Das Gericht ist an die Einschätzung der Jugendgerichtshilfe nicht gebunden.

06.08.2013

Am elften Verhandlungstag wird mit der Befragung eines 21-jährigen Zeugens die Beweisaufnahme abgeschlossen.

Die sechs Angeklagten hatten zwar eine Beteiligung an der Prügelei zugegeben, aber jede Schuld am Tod ihres Opfers von sich gewiesen.

12.08.2013

Die Staatsanwaltschaft fordert in ihren Plädoyers fünfeinhalb Jahre Haft für den mutmaßlichen Haupttäter Onur U. und für die fünf Mitangeklagten Haftstrafen zwischen zweieinhalb und drei Jahren. Die Verteidigung beantragt Strafen auf Bewährung.
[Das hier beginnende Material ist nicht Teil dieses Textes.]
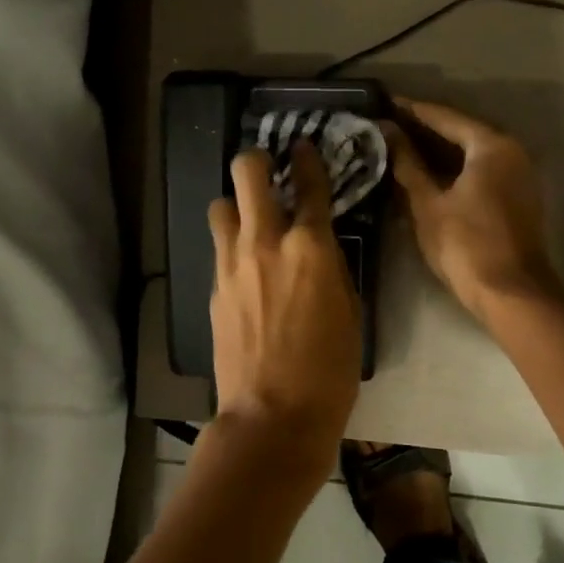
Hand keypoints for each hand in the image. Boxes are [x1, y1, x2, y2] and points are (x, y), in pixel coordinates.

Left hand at [207, 142, 361, 473]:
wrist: (273, 415)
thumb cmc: (329, 369)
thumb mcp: (349, 311)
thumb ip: (331, 267)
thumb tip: (318, 247)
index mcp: (310, 247)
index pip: (309, 184)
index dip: (308, 159)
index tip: (304, 147)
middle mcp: (265, 242)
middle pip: (247, 173)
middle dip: (256, 160)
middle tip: (267, 167)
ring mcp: (232, 264)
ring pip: (221, 206)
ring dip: (236, 204)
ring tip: (250, 220)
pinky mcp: (213, 288)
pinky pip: (219, 248)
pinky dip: (231, 245)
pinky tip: (245, 265)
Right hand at [384, 97, 562, 324]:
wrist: (511, 293)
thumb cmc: (466, 244)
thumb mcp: (428, 203)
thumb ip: (407, 164)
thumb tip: (387, 131)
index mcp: (492, 145)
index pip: (445, 117)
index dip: (411, 110)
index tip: (384, 103)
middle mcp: (511, 152)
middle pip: (461, 132)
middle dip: (424, 130)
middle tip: (387, 125)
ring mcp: (518, 176)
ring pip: (471, 154)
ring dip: (438, 152)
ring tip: (399, 148)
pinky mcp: (517, 198)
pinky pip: (480, 172)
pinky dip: (454, 170)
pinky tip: (426, 176)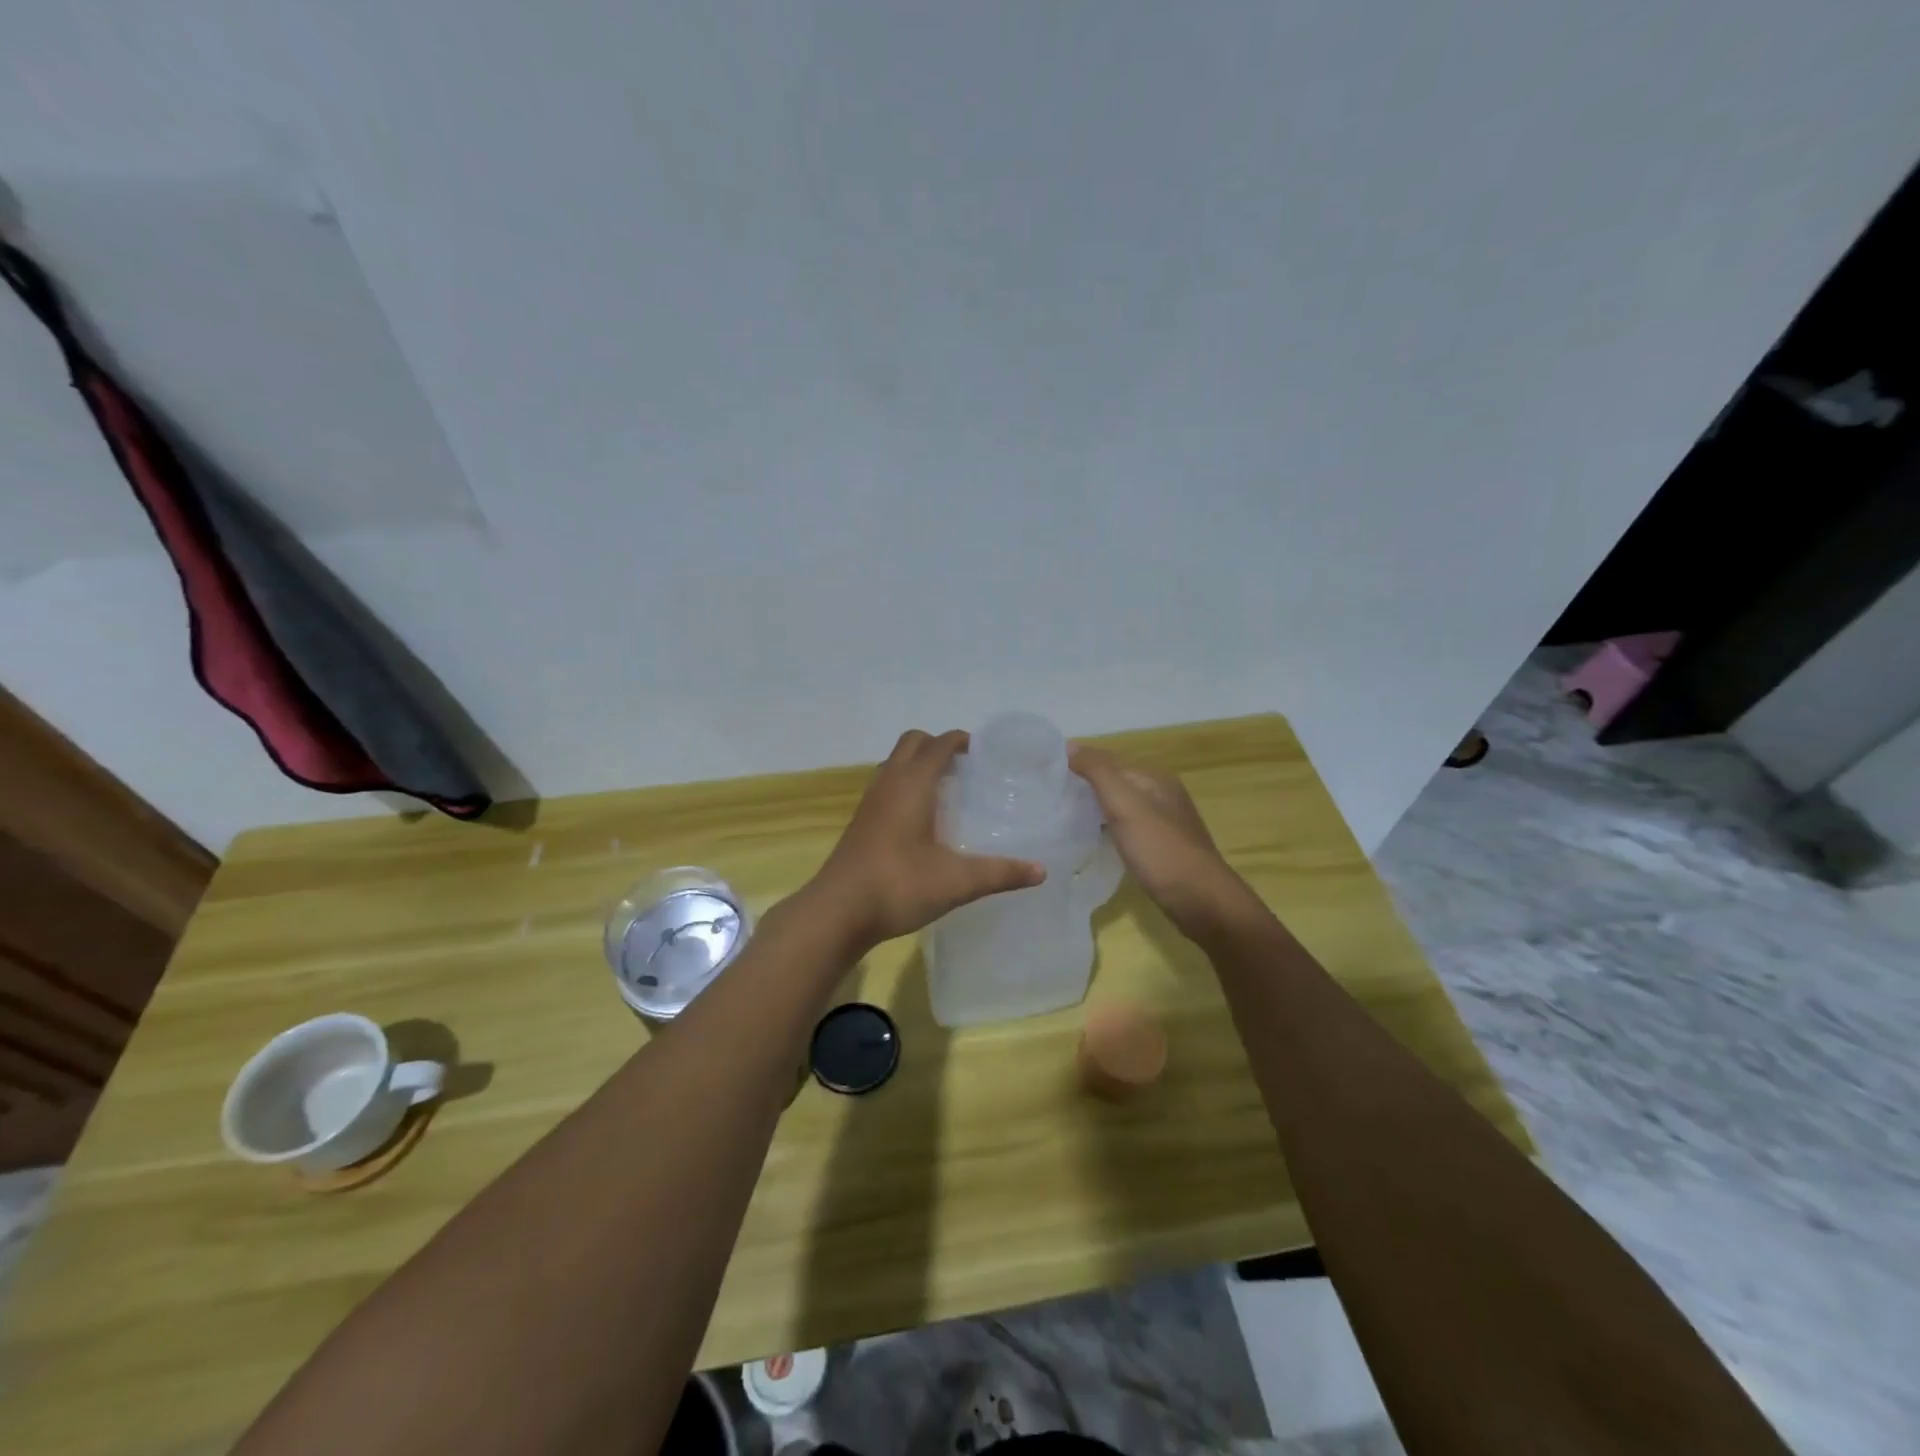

Die Schwester des Getöteten sieht keine Reue bei den Angeklagten. Es sei nicht zu erkennen, dass ihnen die Tat leid tue, sagt Tina K.

15.08.2013

Das Berliner Landgericht spricht die Urteile: Gegen den Haupttäter Onur U. verhängt es eine Jugendstrafe von viereinhalb Jahren wegen Körperverletzung mit Todesfolge, die anderen Angeklagten bekommen Haftstrafen von bis zu zwei Jahren und acht Monaten.

16.08.2013

Der Anwalt des Haupttäters Onur U. legt Revision gegen das Urteil ein. Die Haftstrafe von viereinhalb Jahren für seinen Mandanten sei unangemessen hoch, so die Begründung.

22.08.2013

Nach Onur U. kündigen auch die anderen fünf Verurteilten an, in Revision zu gehen - das heißt, keiner der sechs Täter will das Urteil akzeptieren.